Les cinéastes Jean-Pierre Roy et Michel Breton nous offrent une version allongée de leur documentaire La Langue à terre en format DVD. Nous republions l’article que notre chroniqueure Ginette Leroux a consacré au film lors de sa sortie en 2013.
Après « Questions Nationales », primé à Barcelone en 2009, dans lequel il est question d’indépendances nationales, Jean-Pierre Roy, documentariste engagé et Michel Breton, artiste en cinéma d’animation, prennent une direction tout aussi actuelle que controversée. Les cinéastes proposent, cette fois, une réflexion stimulante et solide sur l’anglicisation déferlante qui envahit Montréal et menace le Québec tout entier. Les questions, très documentées et posées avec précision aux principaux acteurs de la société québécoise, connus pour leurs opinions arrêtées sur la langue, tournent et retournent les raisons politiques, historiques et économiques qui pourraient, à la longue, conduire à la disparition du français, l’avenir même de la nation québécoise.

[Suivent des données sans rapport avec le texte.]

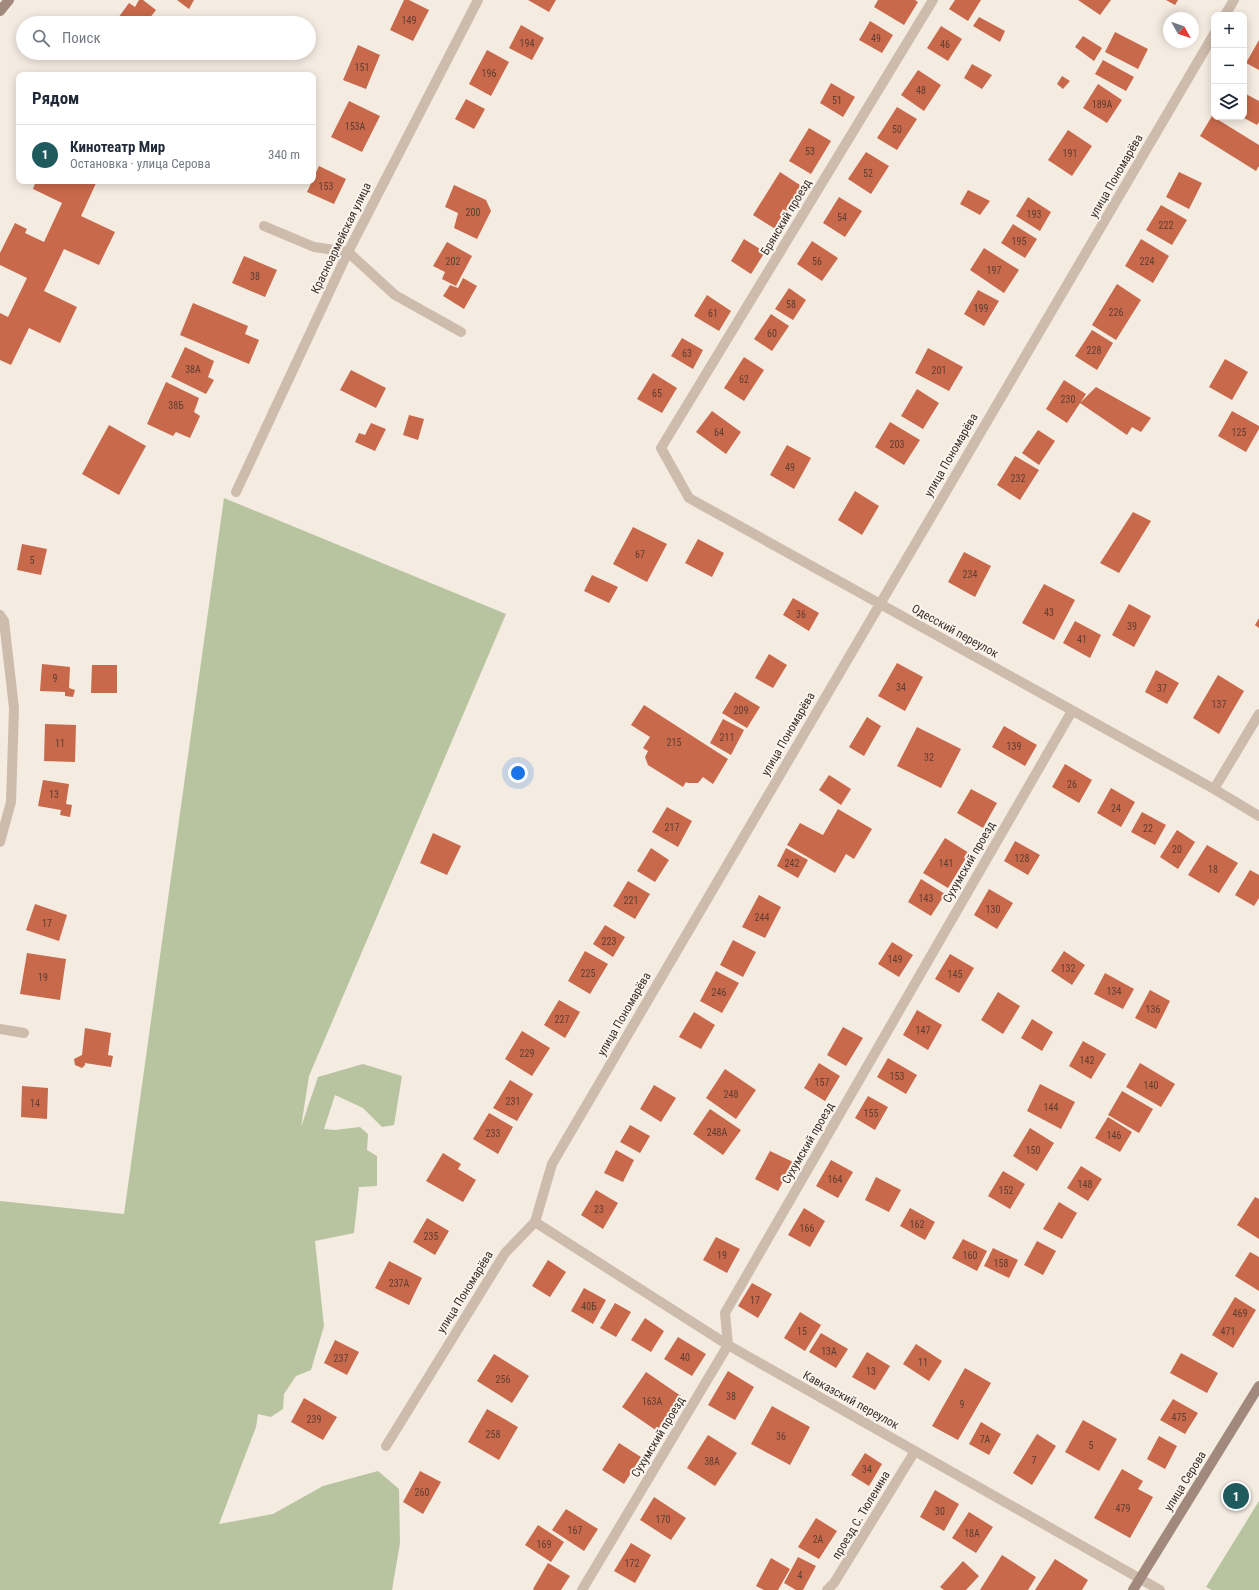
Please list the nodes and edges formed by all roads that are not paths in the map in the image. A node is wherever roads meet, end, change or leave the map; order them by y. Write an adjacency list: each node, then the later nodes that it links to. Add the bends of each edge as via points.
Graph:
1 (9, 0): 5 (main road)
2 (478, 0): 9 (street, Красноармейская улица)
3 (933, 0): 11 (street, Брянский проезд)
4 (1234, 0): 6 (street)
5 (0, 11)
6 (1227, 12)
7 (1211, 39): 13 (street, улица Пономарёва)
8 (264, 226): 9 (street, via 314,247)
9 (348, 252): 10 (street, via 395,296); 12 (street, Красноармейская улица)
10 (461, 332)
11 (661, 448): 13 (street, Одесский переулок, via 689,498)
12 (236, 492)
13 (879, 604): 15 (street, Одесский переулок); 22 (street, улица Пономарёва, via 552,1164)
14 (0, 615): 19 (street, via 4,621 14,708 11,802)
15 (1072, 711): 17 (street, Одесский переулок); 23 (street, Сухумский проезд, via 725,1313)
16 (1259, 714): 17 (street)
17 (1214, 789): 18 (street, Одесский переулок)
18 (1259, 816)
19 (0, 842)
20 (0, 1029): 21 (street)
21 (24, 1032)
22 (535, 1222): 23 (street, Кавказский переулок); 25 (street, улица Пономарёва, via 505,1253)
23 (728, 1345): 26 (street, Кавказский переулок); 28 (street, Сухумский проезд)
24 (1259, 1386): 27 (main road, улица Серова)
25 (386, 1446)
26 (915, 1451): 27 (street, Кавказский переулок); 29 (street, проезд С. Тюленина, via 834,1583)
27 (1140, 1579): 30 (main road, улица Серова); 31 (street, Кавказский переулок)
28 (582, 1590)
29 (827, 1590)
30 (1133, 1590)
31 (1160, 1590)

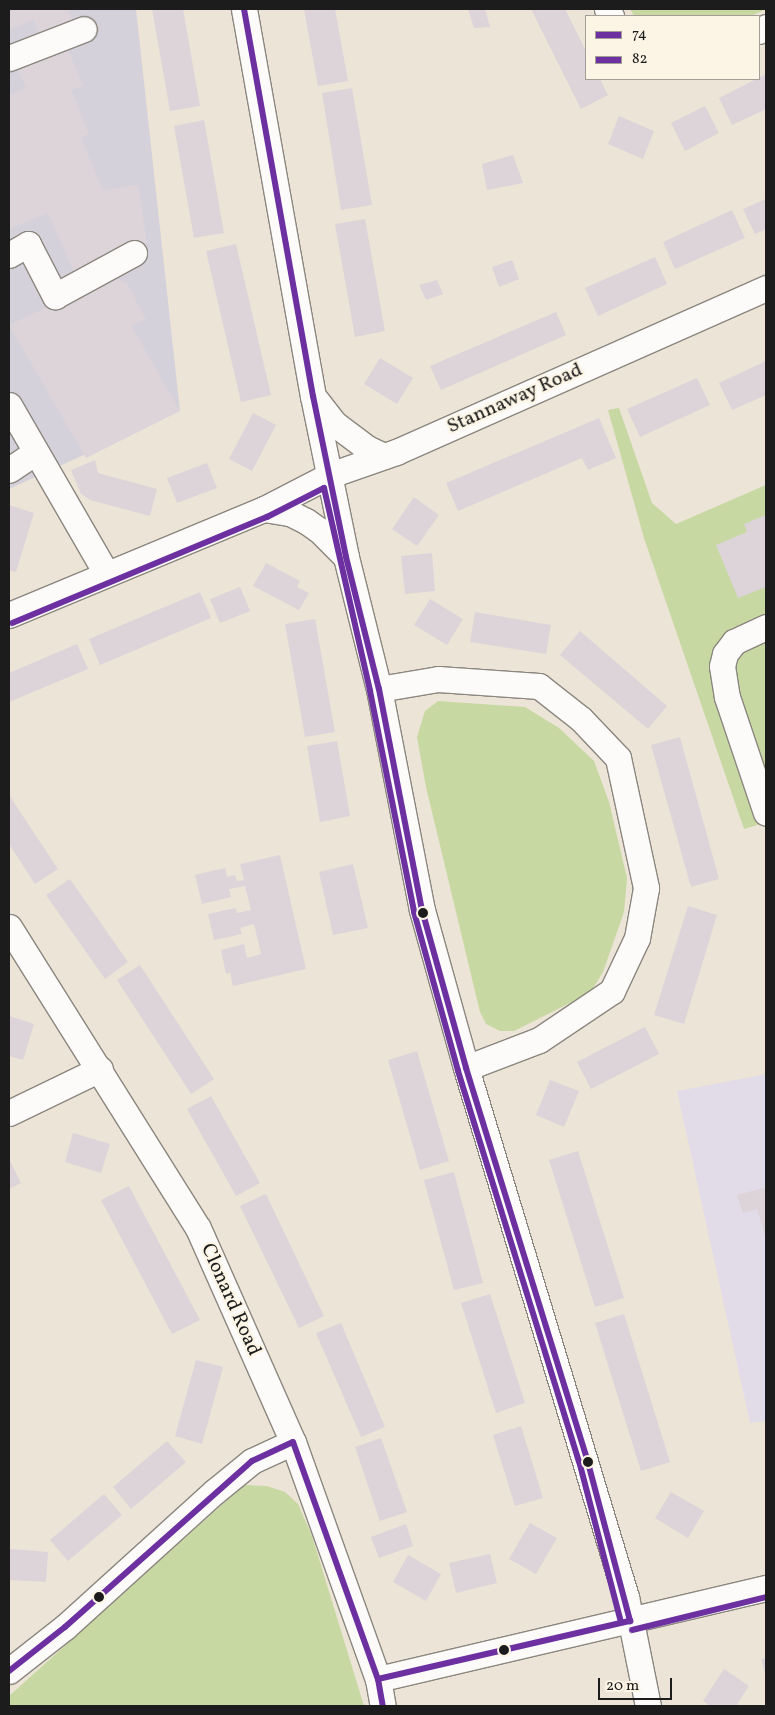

Les Charles Castonguay, spécialiste de la langue et collaborateur à « l’aut’journal », Josée Legault, journaliste et politologue connue pour ses positions fermes, l’historien Serge Bouchard, l’ex-premier ministre Bernard Landry, les écrivains Yves Beauchemin et Victor-Lévy Beaulieu, le comédien et politicien Pierre Curzi, l’ex-ministre péquiste Louise Beaudoin, le grand défenseur de la langue Yves Michaud et Biz de Loco Locass livrent des témoignages parfois acérés, souvent colorés, mais toujours justes et éclairants.
Viennent en porte-à-faux ceux qui ont pour mission de mettre des bâtons dans les roues, dont l’objectif, disent-ils, est de préserver leurs droits acquis. Entre autres représentants de ces anglophones intransigeants, le réputé dur à cuire William Johnson, le modéré John Parisella et Sylvia Martin-Laforge, véritable dame de fer, immuable dans ses convictions.
La francisation et l’intégration des immigrants sont passées sous la loupe par Pierre Georgeault du Conseil supérieur de la langue française du Québec, la députée bloquiste d'Ahuntsic Maria Mourani et Tania Longpré, enseignante en francisation et auteure du livre « Québec cherche Québécois pour relation à long terme et plus » qui vient de paraître.
Les réalisateurs québécois nous font traverser l’Atlantique pour se rendre dans la mère-patrie. Bernard Pivot, les cinéastes Cédric Klapish et Patrice Leconte ainsi que le sénateur Jean-Pierre Raffarin contribuent à élargir le débat en donnant l’heure juste sur les conséquences de l’intrusion de l’anglais dans la langue quotidienne des Français. Vont-ils résister au « globish », une forme moderne de la lingua franca?
Véritable historique de la langue française au Québec, le film de Jean-Pierre Roy et Michel Breton ne se perd jamais dans les détours. La question est clairement posée; les réponses éclatent et éclairent une problématique dans laquelle le Québec et sa langue s’enlisent depuis que le oui et le non n’en finissent plus de coexister.
D’ailleurs, l’ultime extrait confirme et résume de façon géniale tous les propos tenus dans ce film. Où donc les cinéastes ont-ils trouvé cette pierre précieuse?